I understand that the main point of the English literature course is to develop analysis skills. But you can do that with many pieces of literature, regardless of where they originate from-look at my language notes for the start of Of Mice and Men.

You say that "If [exam boards] wish to include Steinbeck – whether it's Of Mice and Men or The Grapes of Wrath – no one would be more delighted than me, because I want children to read more widely and range more freely intellectually in every subject." [2]
The new plans  state that students should study “at least one play by Shakespeare, at least one 19th century novel, a selection of poetry since 1789, including representative Romantic poetry [and] fiction or drama from the British Isles from 1914 onwards” [3]. I can’t see Grapes of Wrath or Of Mice and Men fitting into any of those categories. No, your four guidelines don’t say you can’t study other things too, but two years to study these four things in depth, alongside multiple other subjects, means that exam boards will probably want to steer clear of piling extra things on students, meaning they will likely be excluded.

Britain is a multicultural country. We have students of all races and backgrounds studying the course, and we don’t need solely British Victorian viewpoints and ideas about poverty and romance, which is what the majority of Dickens and Austen is made up of.
Likewise, English is a multicultural language, spoken in most parts of the world either as a first or foreign language. It should not be surprising that quality literature written in English comes from all corners of the Earth. The study of world literature is important to broadening all our horizons.

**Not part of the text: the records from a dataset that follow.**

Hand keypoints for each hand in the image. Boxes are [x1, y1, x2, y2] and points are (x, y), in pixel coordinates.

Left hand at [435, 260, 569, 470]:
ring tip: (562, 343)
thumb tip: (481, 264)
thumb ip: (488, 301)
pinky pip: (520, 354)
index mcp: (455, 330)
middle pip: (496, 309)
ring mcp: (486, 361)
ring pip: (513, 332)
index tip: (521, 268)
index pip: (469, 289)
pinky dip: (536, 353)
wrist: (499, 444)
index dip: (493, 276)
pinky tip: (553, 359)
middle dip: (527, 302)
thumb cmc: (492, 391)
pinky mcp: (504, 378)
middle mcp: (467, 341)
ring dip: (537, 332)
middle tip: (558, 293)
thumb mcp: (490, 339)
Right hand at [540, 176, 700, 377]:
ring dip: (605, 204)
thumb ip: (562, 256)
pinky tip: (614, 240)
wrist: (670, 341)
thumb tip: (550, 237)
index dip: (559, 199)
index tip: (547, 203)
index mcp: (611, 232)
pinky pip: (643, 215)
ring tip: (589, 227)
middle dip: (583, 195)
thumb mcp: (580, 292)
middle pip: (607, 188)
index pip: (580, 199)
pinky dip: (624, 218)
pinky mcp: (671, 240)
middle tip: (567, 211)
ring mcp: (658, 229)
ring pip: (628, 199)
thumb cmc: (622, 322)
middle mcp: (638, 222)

Of course, British literature is important too. You know my love of Shakespeare, and works by Orwell and Huxley might go on the list to be studied, and some of these books are pretty good. But these aren't the easiest to understand and read and engage with. Difficulty levels really can put people off reading. One reason why 90% of students get taught Of Mice And Men is because it is short enough to be studied in depth, and the language is both  accessible to lower level students and good for analysis for higher level ones.

No, you’re not banning teenagers from reading these books. I get that these books will still be available to teens in bookshops and the dwindling number  libraries that are still going. But according to the Reading Agency, 46% teenagers don't read for pleasure [4] . For some, the books they read in school will be the only books they read at all. Shouldn't the few books these people read showcase experiences and ideas other than those of long-long dead people, and be able to teach us something about cultures and issues both historical and contemporary?  You are the secretary of state for education, Mr. Gove. Educate.

 1- BBC findings, 
 2- Guardian website,  
 3- The Department of Education’s document on GCSE English Literature 
 4- The Reading Agency 

To try and do something about it, there are a number of petitions. What are your thoughts on the changes to the GCSE?


  1. I agree! I agree! Rarely do negative posts but had to write one on just this subject yesterday. Gove is wrong on all sorts of levels.

  2. Nina, this was SO well written! I loved it. It's so, so true. Also, you've reminded me we were all going to post on Wednesday, so I better go write my opinion too!:)
    Georgia x

  3. Abso-flipping-lutely!! Force kids to read Victorian literature that majority cannot relate to or enjoy and you risk turning them off reading for life.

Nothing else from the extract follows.